Sustainability has become a widely accepted buzzword in both companies and society at large. However, sustainability is not perfunctory lip service. It has become the main objective of management, as evidenced—in most industrial countries—by corporate governance codes expressing “good governance”, despite implementation differences between countries (for an international overview see Wymeersch 2006).

A good example of this change in corporate objectives is the development, over time, of the German Corporate Governance Code (DCGC) that substitutes the primary target “to increase the sustainable value of the enterprise” with the much broader objective of “sustainable value creation”. This imperative replaces the shareholder orientation, present in the original DCGC, with a stakeholder orientation. In the case of Germany—according to Sect. 161 (1) of the German Stock Corporation Act (AktG)—capital market-oriented companies must, in a statement of compliance, explain the extent to which they comply with or justify any deviations from the recommendations of the DCGC (the “comply or explain” rule). This requirement effectively makes the DCGC legally binding. The legal implementation is different in other countries. For example, in the United States (US) and in Spain the corporate governance code is referred to in law and supervised by a government body, more specifically by the securities market supervisor. In Germany, as in the Netherlands, company law contains an explicit reference to the governance code (Wymeersch 2006).

In methodological terms, the question arises how to measure “sustainable value creation” or, in general, “sustainability” as the new primary objective of the company. Scholarly research has been dealing with the concept of sustainability for decades: a term that refers to both a time dimension and a scope dimension (Günther et al. 2016). In respect of the time dimension, it is possible to differentiate between the ideas of intergenerational and intragenerational justice, presented in the report of the Brundtland Commission of the United Nations (UN). Accordingly, “sustainable development” must “ensure that it meets the needs of the present [generation] without compromising the ability of future generations to meet their own needs” (Brundtland Commission 1987, p. 41).

Furthermore, within any (but especially within a single) generation, economic activities must ensure that both organisations and individuals adequately address all three goals of what is referred to as the triple bottom line (TBL) (creating intragenerational justice): social, ecological and economic (or financial) sustainability (Elkington 2004). This constitutes the scope dimension of sustainability. These three sustainability goals are also referred to as the three pillars of sustainability or the 3Ps: people, planet and profit. The related umbrella terms of corporate social responsibility (CSR) and corporate social performance (CSP) cover the simultaneous management of the social and environmental pillars in particular, while the ESG concept (ecological, social, governance) not only captures environmental and social issues but also those of governance. Since it is noted that sustainability management and reporting seldom (if at all) consider economic (or financial) sustainability, this article focuses on financial sustainability. Furthermore, the focus is on the sustainability perspectives of organisations and companies, and not on the macro-economic sustainability perspective of countries.
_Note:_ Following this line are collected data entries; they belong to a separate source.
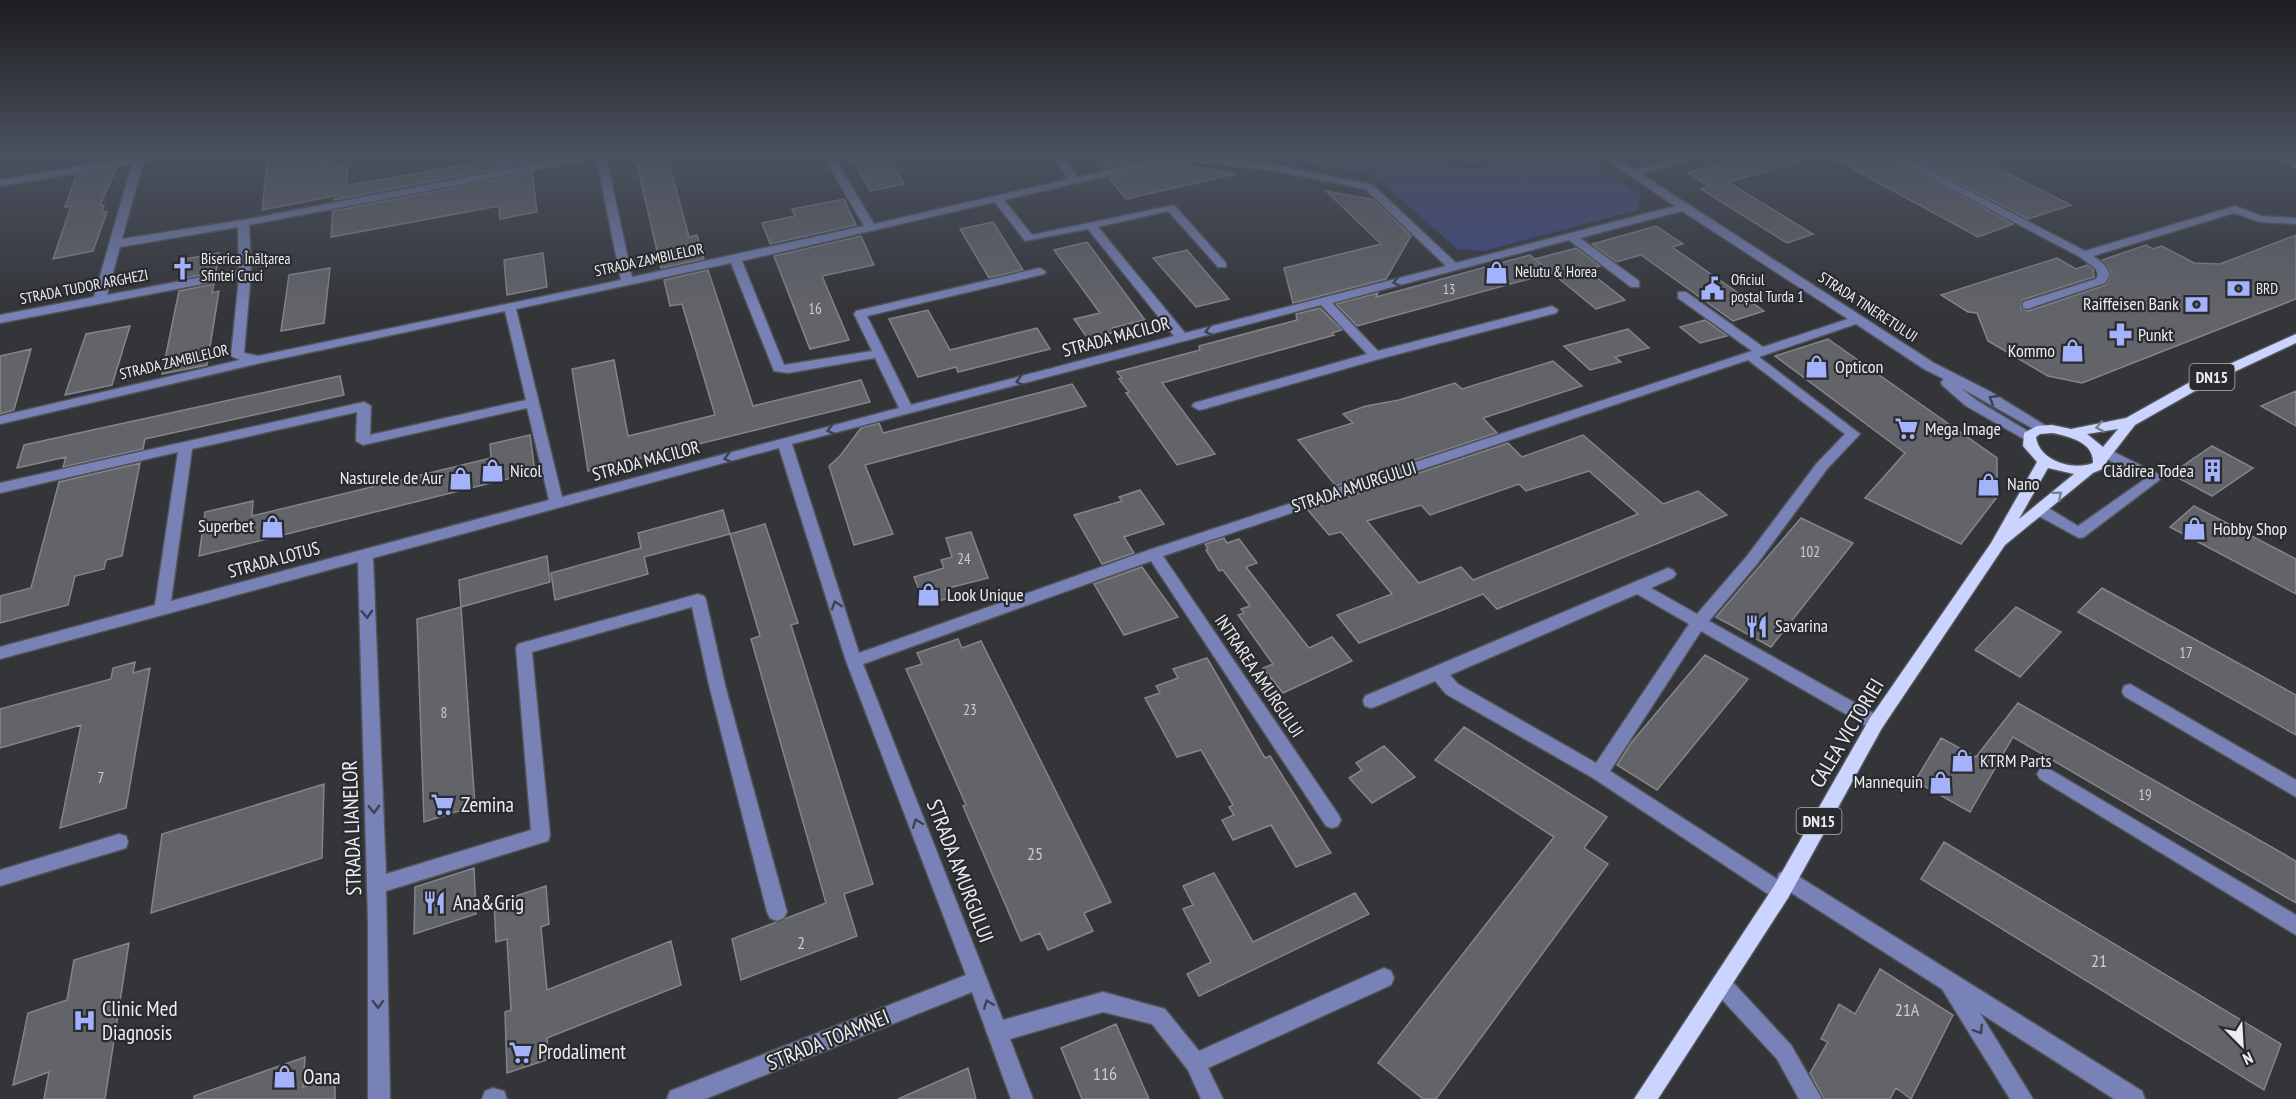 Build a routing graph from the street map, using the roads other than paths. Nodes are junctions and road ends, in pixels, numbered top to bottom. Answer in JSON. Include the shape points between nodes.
{"nodes":[{"id":1,"x":125,"y":208,"type":"edge"},
{"id":2,"x":320,"y":208,"type":"edge"},
{"id":3,"x":612,"y":208,"type":"edge"},
{"id":4,"x":859,"y":208,"type":"edge"},
{"id":5,"x":954,"y":208,"type":"edge"},
{"id":6,"x":1005,"y":208,"type":"edge"},
{"id":7,"x":1164,"y":208,"type":"edge"},
{"id":8,"x":1171,"y":208,"type":"edge"},
{"id":9,"x":1392,"y":208,"type":"edge"},
{"id":10,"x":1679,"y":208,"type":"edge"},
{"id":11,"x":1686,"y":208,"type":"edge"},
{"id":12,"x":1994,"y":208,"type":"edge"},
{"id":13,"x":2296,"y":221,"type":"edge"},
{"id":14,"x":243,"y":223,"type":"junction"},
{"id":15,"x":1091,"y":225,"type":"junction"},
{"id":16,"x":871,"y":228,"type":"junction"},
{"id":17,"x":1572,"y":237,"type":"junction"},
{"id":18,"x":115,"y":244,"type":"junction"},
{"id":19,"x":2084,"y":255,"type":"junction"},
{"id":20,"x":735,"y":259,"type":"junction"},
{"id":21,"x":1222,"y":265,"type":"dead end"},
{"id":22,"x":1454,"y":267,"type":"junction"},
{"id":23,"x":245,"y":272,"type":"junction"},
{"id":24,"x":1040,"y":272,"type":"dead end"},
{"id":25,"x":627,"y":281,"type":"junction"},
{"id":26,"x":1635,"y":284,"type":"dead end"},
{"id":27,"x":1682,"y":295,"type":"dead end"},
{"id":28,"x":100,"y":299,"type":"junction"},
{"id":29,"x":1324,"y":301,"type":"junction"},
{"id":30,"x":2027,"y":305,"type":"dead end"},
{"id":31,"x":510,"y":307,"type":"junction"},
{"id":32,"x":1552,"y":310,"type":"dead end"},
{"id":33,"x":0,"y":319,"type":"edge"},
{"id":34,"x":1857,"y":320,"type":"junction"},
{"id":35,"x":1182,"y":338,"type":"junction"},
{"id":36,"x":2296,"y":338,"type":"edge"},
{"id":37,"x":879,"y":353,"type":"junction"},
{"id":38,"x":1755,"y":353,"type":"junction"},
{"id":39,"x":1375,"y":356,"type":"junction"},
{"id":40,"x":265,"y":358,"type":"junction"},
{"id":41,"x":1929,"y":366,"type":"junction"},
{"id":42,"x":534,"y":402,"type":"junction"},
{"id":43,"x":1199,"y":406,"type":"dead end"},
{"id":44,"x":907,"y":410,"type":"junction"},
{"id":45,"x":0,"y":420,"type":"edge"},
{"id":46,"x":2130,"y":422,"type":"junction"},
{"id":47,"x":2044,"y":429,"type":"junction"},
{"id":48,"x":2071,"y":433,"type":"junction"},
{"id":49,"x":2029,"y":436,"type":"junction"},
{"id":50,"x":784,"y":442,"type":"junction"},
{"id":51,"x":186,"y":446,"type":"junction"},
{"id":52,"x":2104,"y":456,"type":"junction"},
{"id":53,"x":2045,"y":461,"type":"junction"},
{"id":54,"x":2087,"y":471,"type":"junction"},
{"id":55,"x":0,"y":488,"type":"edge"},
{"id":56,"x":557,"y":504,"type":"junction"},
{"id":57,"x":2040,"y":510,"type":"junction"},
{"id":58,"x":1997,"y":546,"type":"junction"},
{"id":59,"x":1154,"y":554,"type":"junction"},
{"id":60,"x":365,"y":555,"type":"junction"},
{"id":61,"x":1668,"y":574,"type":"dead end"},
{"id":62,"x":1638,"y":588,"type":"junction"},
{"id":63,"x":162,"y":610,"type":"junction"},
{"id":64,"x":1698,"y":623,"type":"junction"},
{"id":65,"x":0,"y":653,"type":"edge"},
{"id":66,"x":854,"y":661,"type":"junction"},
{"id":67,"x":1438,"y":673,"type":"junction"},
{"id":68,"x":2130,"y":691,"type":"dead end"},
{"id":69,"x":1371,"y":701,"type":"dead end"},
{"id":70,"x":1876,"y":723,"type":"junction"},
{"id":71,"x":1599,"y":773,"type":"junction"},
{"id":72,"x":2046,"y":774,"type":"dead end"},
{"id":73,"x":2296,"y":789,"type":"edge"},
{"id":74,"x":1332,"y":820,"type":"dead end"},
{"id":75,"x":119,"y":842,"type":"dead end"},
{"id":76,"x":0,"y":878,"type":"edge"},
{"id":77,"x":376,"y":886,"type":"junction"},
{"id":78,"x":1784,"y":886,"type":"junction"},
{"id":79,"x":777,"y":912,"type":"dead end"},
{"id":80,"x":2296,"y":926,"type":"edge"},
{"id":81,"x":1384,"y":978,"type":"dead end"},
{"id":82,"x":978,"y":980,"type":"junction"},
{"id":83,"x":1948,"y":981,"type":"junction"},
{"id":84,"x":1721,"y":984,"type":"junction"},
{"id":85,"x":998,"y":1032,"type":"junction"},
{"id":86,"x":1195,"y":1063,"type":"junction"},
{"id":87,"x":379,"y":1099,"type":"edge"},
{"id":88,"x":678,"y":1099,"type":"edge"},
{"id":89,"x":1022,"y":1099,"type":"edge"},
{"id":90,"x":1212,"y":1099,"type":"edge"},
{"id":91,"x":1645,"y":1099,"type":"edge"},
{"id":92,"x":1811,"y":1099,"type":"edge"},
{"id":93,"x":2022,"y":1099,"type":"edge"},
{"id":94,"x":2134,"y":1099,"type":"edge"}],
"edges":[{"from":1,"to":18,"type":"street"},
{"from":2,"to":14,"type":"street"},
{"from":3,"to":25,"type":"street"},
{"from":4,"to":16,"type":"street"},
{"from":5,"to":16,"type":"street","name":"STRADA ZAMBILELOR"},
{"from":6,"to":15,"type":"street","via":[[1029,239]]},
{"from":7,"to":15,"type":"street"},
{"from":8,"to":21,"type":"street"},
{"from":9,"to":22,"type":"street","name":"STRADA ZAMBILELOR"},
{"from":10,"to":17,"type":"street","name":"STRADA MACILOR"},
{"from":11,"to":34,"type":"street","name":"STRADA TINERETULUI"},
{"from":12,"to":19,"type":"street"},
{"from":13,"to":19,"type":"street","via":[[2260,219],[2235,209]]},
{"from":14,"to":18,"type":"street"},
{"from":14,"to":23,"type":"street"},
{"from":15,"to":35,"type":"street"},
{"from":16,"to":20,"type":"street","name":"STRADA ZAMBILELOR"},
{"from":17,"to":22,"type":"street","name":"STRADA MACILOR"},
{"from":17,"to":26,"type":"street"},
{"from":18,"to":28,"type":"street"},
{"from":19,"to":30,"type":"street","via":[[2100,266],[2104,274],[2101,281]]},
{"from":20,"to":25,"type":"street","name":"STRADA ZAMBILELOR"},
{"from":20,"to":37,"type":"street","via":[[779,368]]},
{"from":22,"to":29,"type":"street","name":"STRADA MACILOR","one_way":true},
{"from":23,"to":28,"type":"street","name":"STRADA TUDOR ARGHEZI"},
{"from":23,"to":40,"type":"street","via":[[237,356]]},
{"from":24,"to":37,"type":"street","via":[[860,314]]},
{"from":25,"to":31,"type":"street","name":"STRADA ZAMBILELOR"},
{"from":27,"to":38,"type":"street"},
{"from":28,"to":33,"type":"street","name":"STRADA TUDOR ARGHEZI"},
{"from":29,"to":35,"type":"street","name":"STRADA MACILOR","one_way":true},
{"from":29,"to":39,"type":"street"},
{"from":31,"to":40,"type":"street","name":"STRADA ZAMBILELOR"},
{"from":31,"to":42,"type":"street"},
{"from":32,"to":39,"type":"street"},
{"from":34,"to":38,"type":"street","name":"STRADA AMURGULUI"},
{"from":34,"to":41,"type":"street","name":"STRADA TINERETULUI"},
{"from":35,"to":44,"type":"street","name":"STRADA MACILOR","one_way":true},
{"from":36,"to":46,"type":"main road","name":"CALEA VICTORIEI","number":"DN15","via":[[2196,384]]},
{"from":37,"to":44,"type":"street"},
{"from":38,"to":59,"type":"street","name":"STRADA AMURGULUI"},
{"from":38,"to":64,"type":"street","via":[[1853,434],[1822,466],[1752,560]]},
{"from":39,"to":43,"type":"street"},
{"from":40,"to":45,"type":"street","name":"STRADA ZAMBILELOR"},
{"from":47,"to":41,"type":"street","name":"STRADA TINERETULUI","one_way":true},
{"from":41,"to":49,"type":"street","name":"STRADA TINERETULUI","via":[[1971,403]]},
{"from":42,"to":51,"type":"street","via":[[363,441],[364,406]]},
{"from":42,"to":56,"type":"street"},
{"from":44,"to":50,"type":"street","name":"STRADA MACILOR","one_way":true},
{"from":46,"to":48,"type":"main road","name":"CALEA VICTORIEI","number":"DN15","one_way":true},
{"from":46,"to":52,"type":"main road","name":"CALEA VICTORIEI","number":"DN15"},
{"from":47,"to":48,"type":"main road","name":"CALEA VICTORIEI","number":"DN15"},
{"from":47,"to":49,"type":"main road"},
{"from":48,"to":52,"type":"main road","name":"CALEA VICTORIEI","number":"DN15"},
{"from":49,"to":53,"type":"main road","via":[[2031,448]]},
{"from":50,"to":56,"type":"street","name":"STRADA MACILOR","one_way":true},
{"from":66,"to":50,"type":"street","name":"STRADA AMURGULUI","one_way":true},
{"from":51,"to":55,"type":"street"},
{"from":51,"to":63,"type":"street"},
{"from":52,"to":54,"type":"main road","name":"CALEA VICTORIEI","number":"DN15","via":[[2100,465]]},
{"from":52,"to":57,"type":"street","via":[[2155,478],[2079,533]]},
{"from":53,"to":54,"type":"main road"},
{"from":53,"to":58,"type":"main road","name":"CALEA VICTORIEI","number":"DN15"},
{"from":57,"to":54,"type":"main road","name":"CALEA VICTORIEI","number":"DN15","one_way":true},
{"from":56,"to":60,"type":"street","name":"STRADA LOTUS"},
{"from":57,"to":58,"type":"main road","name":"CALEA VICTORIEI","number":"DN15"},
{"from":58,"to":70,"type":"main road","name":"CALEA VICTORIEI","number":"DN15"},
{"from":59,"to":66,"type":"street","name":"STRADA AMURGULUI"},
{"from":59,"to":74,"type":"street","name":"INTRAREA AMURGULUI"},
{"from":60,"to":63,"type":"street","name":"STRADA LOTUS"},
{"from":60,"to":77,"type":"street","name":"STRADA LIANELOR","one_way":true},
{"from":61,"to":62,"type":"street"},
{"from":62,"to":64,"type":"street"},
{"from":62,"to":67,"type":"street"},
{"from":63,"to":65,"type":"street","name":"STRADA LOTUS"},
{"from":64,"to":70,"type":"street"},
{"from":64,"to":71,"type":"street"},
{"from":82,"to":66,"type":"street","name":"STRADA AMURGULUI","one_way":true},
{"from":67,"to":69,"type":"street"},
{"from":67,"to":71,"type":"street","via":[[1452,688]]},
{"from":68,"to":73,"type":"street"},
{"from":70,"to":78,"type":"main road","name":"CALEA VICTORIEI","number":"DN15"},
{"from":71,"to":78,"type":"street"},
{"from":72,"to":80,"type":"street"},
{"from":75,"to":76,"type":"street"},
{"from":77,"to":79,"type":"street","via":[[541,835],[524,648],[698,600]]},
{"from":77,"to":87,"type":"street","name":"STRADA LIANELOR","one_way":true},
{"from":78,"to":83,"type":"street"},
{"from":78,"to":84,"type":"main road","name":"CALEA VICTORIEI","number":"DN15"},
{"from":81,"to":86,"type":"street"},
{"from":85,"to":82,"type":"street","name":"STRADA AMURGULUI","one_way":true},
{"from":82,"to":88,"type":"street","name":"STRADA TOAMNEI"},
{"from":83,"to":93,"type":"street","one_way":true},
{"from":83,"to":94,"type":"street"},
{"from":84,"to":91,"type":"main road","name":"CALEA VICTORIEI","number":"DN15"},
{"from":84,"to":92,"type":"street","via":[[1784,1052]]},
{"from":85,"to":86,"type":"street","via":[[1103,1002],[1158,1016]]},
{"from":85,"to":89,"type":"street","name":"STRADA AMURGULUI"},
{"from":86,"to":90,"type":"street"}]}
While economic sustainability covers all topics related to intergenerational and intragenerational economic considerations (with the goal of ensuring the long-term existence of the company)—including a wide range of different management functions such as procurement, production, logistics and marketing—this article considers financial sustainability as dealing solely with the company’s long-term financial security as an important part of the overall goal of sustainability. When applying the basic idea of the Brundtland Commission on sustainable development (Brundtland Commission 1987) to financial sustainability, the proposal is that companies’ financial management must ensure present financial success without jeopardising future financial success, including the success of future generations (Günther and Günther 2017, p. 5).

In addition to sustainability management, a measurement concept for financial sustainability is also important for risk management (Lenssen et al. 2014), especially for the strategic and holistic risk governance approach (Stein and Wiedemann 2016; Hiebl et al. 2018; Hiebl 2019). To date, risk management has been assessed in terms of its contribution to company value (e.g., Grace et al. 2015; McShane et al. 2011). However, company value only partially records risk management goals because it does not incorporate risk-limitation goals. The measure of financial sustainability, presented in this article, remedies this deficiency. Not only is it a common control parameter for risk and sustainability management, but it also suits empirical studies by expressing and proving the benefits of risk governance concepts.

In this article we propose a measurement concept for financial sustainability that is derived from the general understanding of the term. We assume long-term oriented, risk-averse economic agents with an affinity towards sustainability and examine how high financial sustainability affects stock returns.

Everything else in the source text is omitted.